Third, the ALJ’s finding that Drs. Jennings and Rose did not rely on the flawed articles in coming to their conclusions is not supported by substantial evidence. Although the doctors noted a few factors that made Latusek’s IPF atypical, the deposition testimony of both doctors shows that they relied on the epidemiological research in the three medical articles in coming to their conclusions that there was a relationship between Latusek’s coal dust exposure and his IPF. {See J.A. at 303-08 (deposition of Dr. Jennings) (“There is epidemiologic research, which suggests that individuals with exposure to silicates and other dusts have a much higher frequency of developing interstitial pulmonary fibrosis.... ”); J.A. at 244-45 (deposition of Dr. Rose) (“[Tjhere is data emerging to suggest that there may be a relationship between exposure to occupational dust with the subsequent development of pneumoconiosis, and with histologic findings of diffuse interstitial fibrosis.”).)
The “substantial evidence” standard is tolerant of a wide range of findings on a given record, but the ALJ’s decision here exceeds the limits of that tolerance. We *378find that “no ‘reasonable mind’ could have interpreted and credited the [medical opinions] as the ALJ did.” See Piney Mountain Coal Co. v. Mays, 176 F.3d 753, 764 (4th Cir.1999). Because there remains no evidence upon which to base a finding of entitlement to benefits, Latusek has not carried his burden to prove that his total disability is due to pneumoconiosis. Accordingly, we reverse the award of benefits.
REVERSED.
. Interstitial pulmonary fibrosis (IPF) is also known as usual interstitial fibrosis (UIP). For ease of reference, we will refer to the condition as IPF.
. We note that 20 C.F.R. § 718 (1998) applies to all claims filed after April 1, 1980, and thus applies to this case. See Lane v. Union Carbide Corp., 105 F.3d 166, 170 (4th Cir.1997).

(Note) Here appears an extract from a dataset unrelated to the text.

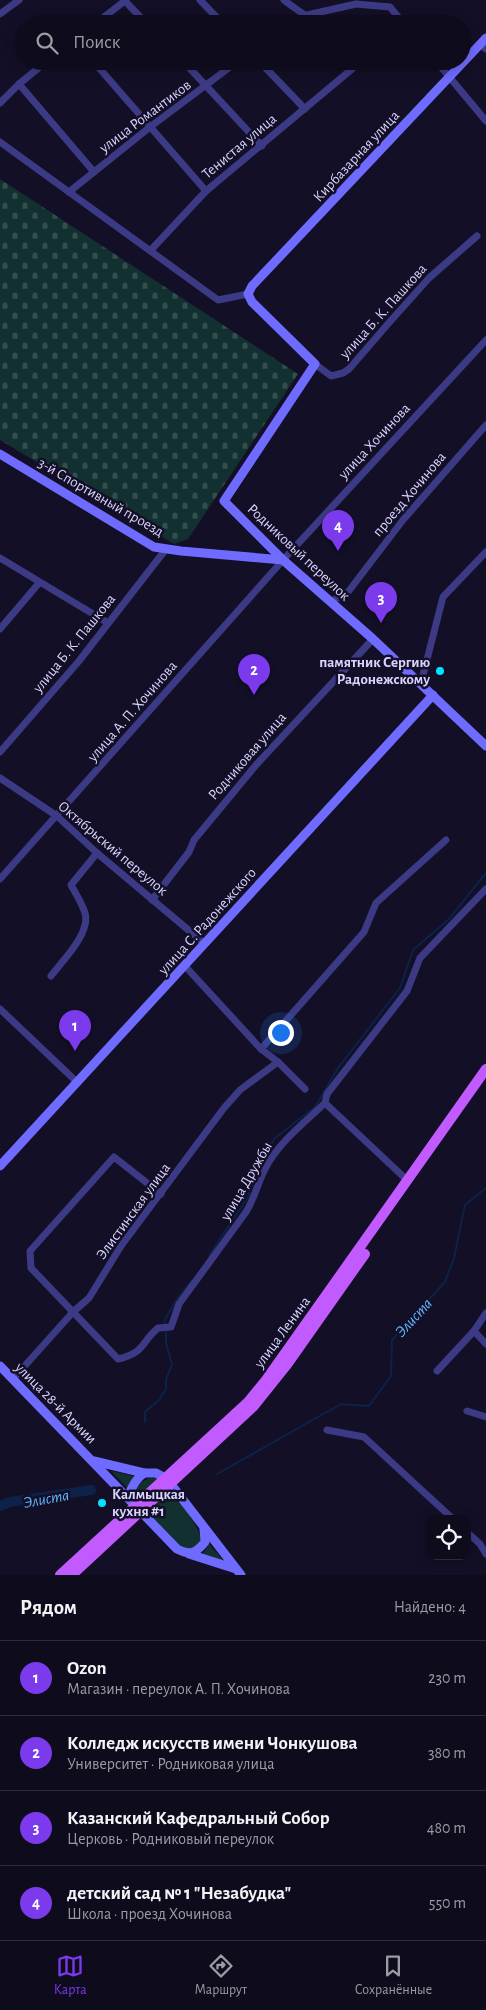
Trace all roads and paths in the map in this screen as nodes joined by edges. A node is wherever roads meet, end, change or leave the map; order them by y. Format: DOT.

. For example, as we noted in Latusek I, "Dr. Jerome Kleinerman has served as the Director of the Department of Pathology at the Metro Campus of Case Western Reserve University, has chaired the National Institute of Occupational Safety and Health committee responsible for developing the guidelines for diagnosing coal workers’ pneumoconiosis, and has authored over 160 articles appearing in peer review journals, the vast majority of which dealt with lung disease, pneumoconiosis, or emphysema. Dr. Kleinerman is board certified in clinical pathology and pathologic anatomy. In addition, Dr. Kleinerman undertook graduate studies in human pulmonary function at the University of Pennsylvania Graduate School of Medicine following his graduation from medical school.” Consolidation Coal Co. v. Latusek, 187 F.3d 628, 1999 WL 592051 (4th Cir.1999) (unpublished).